I really surprised myself by liking this record. Yes, there’s a lot of embarrassing moments here. Yes, this shtick is exhausted. But there’s a brilliant honesty that rides through all of it. Jourgensen does have a persona to live up to, and it must feel like a prison. Though he’s been clean for a decade, he made so much of Ministry’s music as a heroin user, it could be that he just wants to shed this skin once and for all. You can’t help but compare and contrast his career with Trent Reznor’s. While Reznor has kept putting new dye in the water, morphing the color formations from monstrous hues to radiant blooms, Jourgensen has defiantly sat in his own cloudy muck. When he sings “we’re tired, we’re tired” in “PermaWar,” you believe him. But unless you look at the lyrics, it actually sounds like he’s singing “retire, retire.”
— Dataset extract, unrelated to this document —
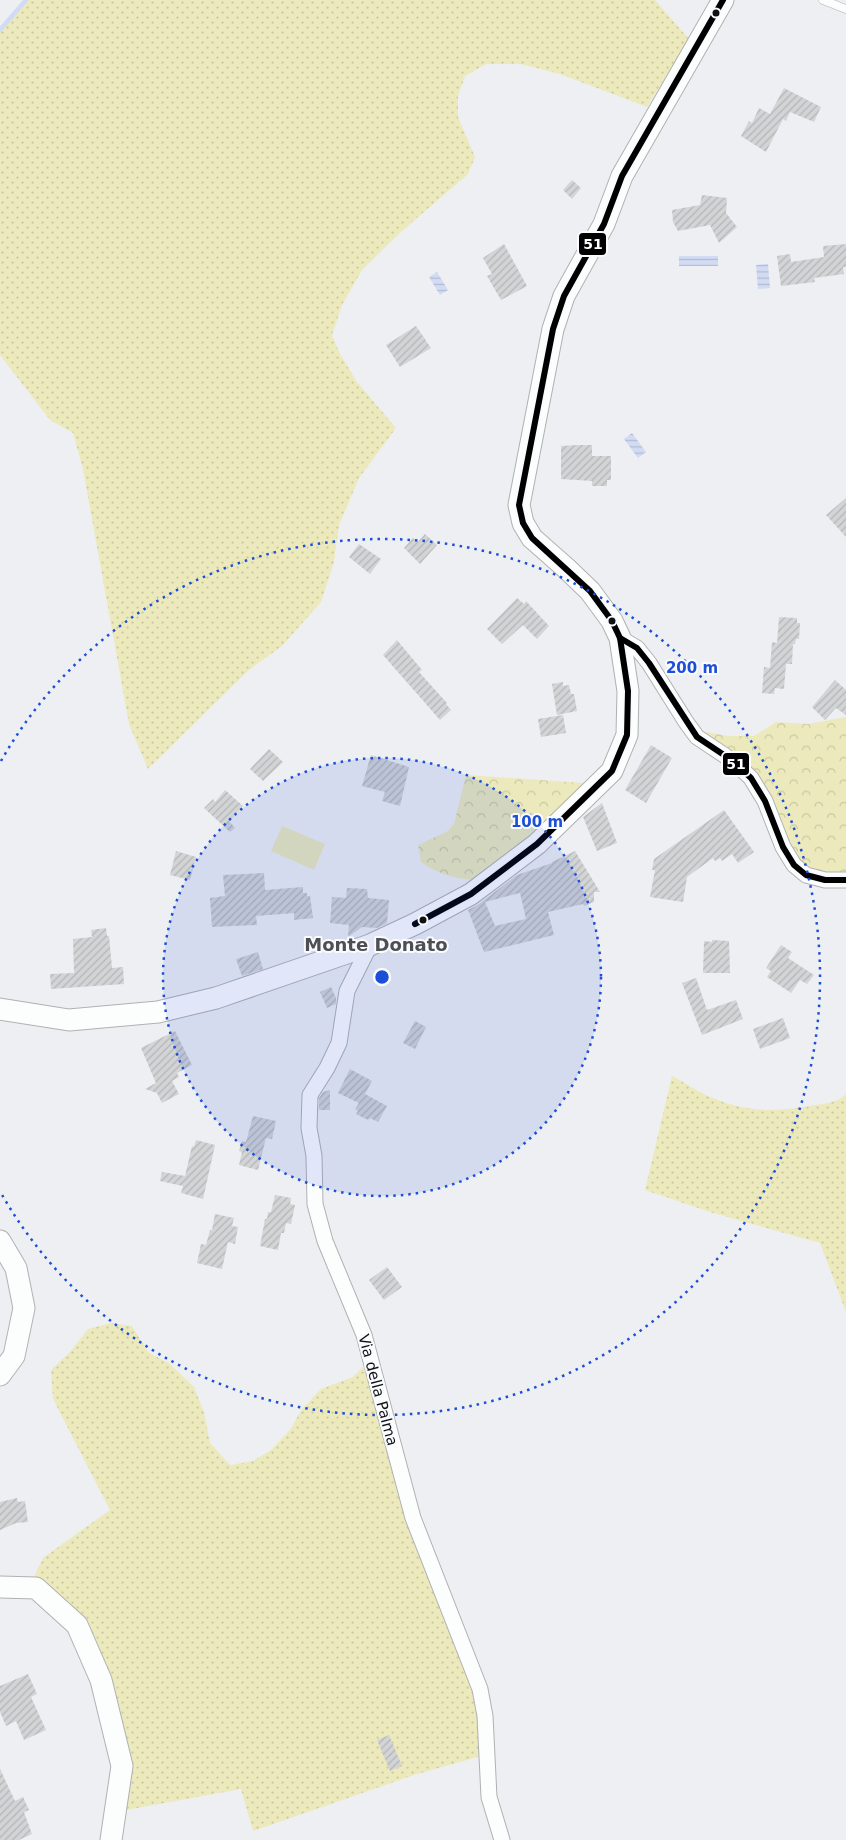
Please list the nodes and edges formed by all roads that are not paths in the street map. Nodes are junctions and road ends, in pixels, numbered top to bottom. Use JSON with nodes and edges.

But just when you feel like it’s time for a long, hot shower and a blast of the new Cher single, something changes: a female vocal emerges over the racket. The sudden sleazy sexiness of “Lesson Unlearned” harks back to Jourgensen’s tawdrier and more playful Revolting Cocks project. The song here pulls the filthy leather jacket that is Ministry out of the garbage, wipes it down a bit and convinces you that it might be cute to wear it a little bit longer. Just for a moment, the glammy elemental shimmer amidst the destructive, insistent violence reveals some actual poetry to the sound. Towards the end, the sitar-tinged “Change of Luck” explodes from hellish vocoded vocals into a euphoric lifting chorus that works as a grand exit; a chariot bursting from the stagnant sea into a sky of sun-melted rainclouds. It’s the second-to-last song on what Jourgensen says is Ministry’s final album, and if he’s telling the truth, at least it’s a keeper. When he sing-screams “Your luck is going to change/it’s gonna go from bad to strange,” I wonder if maybe he’s looking to the future for something a bit brighter, happier.
Just as From Beer to Eternity was going in to get mixed, Jourgensen’s friend and longtime Ministry guitar player and collaborator Mike Scaccia died on stage while playing with his other band Rigor Mortis. It was Mike, Al says, that convinced him to make this final record in the first place. He said to the Washington Times “I didn’t want to do it. So, in other words, if you like the record give me all the credit and if you don’t like the record, blame my dead guitar player for the whole fuckin’ mess.”
Whatever anyone thinks of “the whole fuckin’ mess,” you’ve got to hand it to Al. He’s survived, kept his vision true, and somehow managed to still be a hell of a lot of fun to listen to. My favorite thing aboutFrom Beer to Eternity and all the records he’s ever made is that this shit does what it says on the fuckin’ box.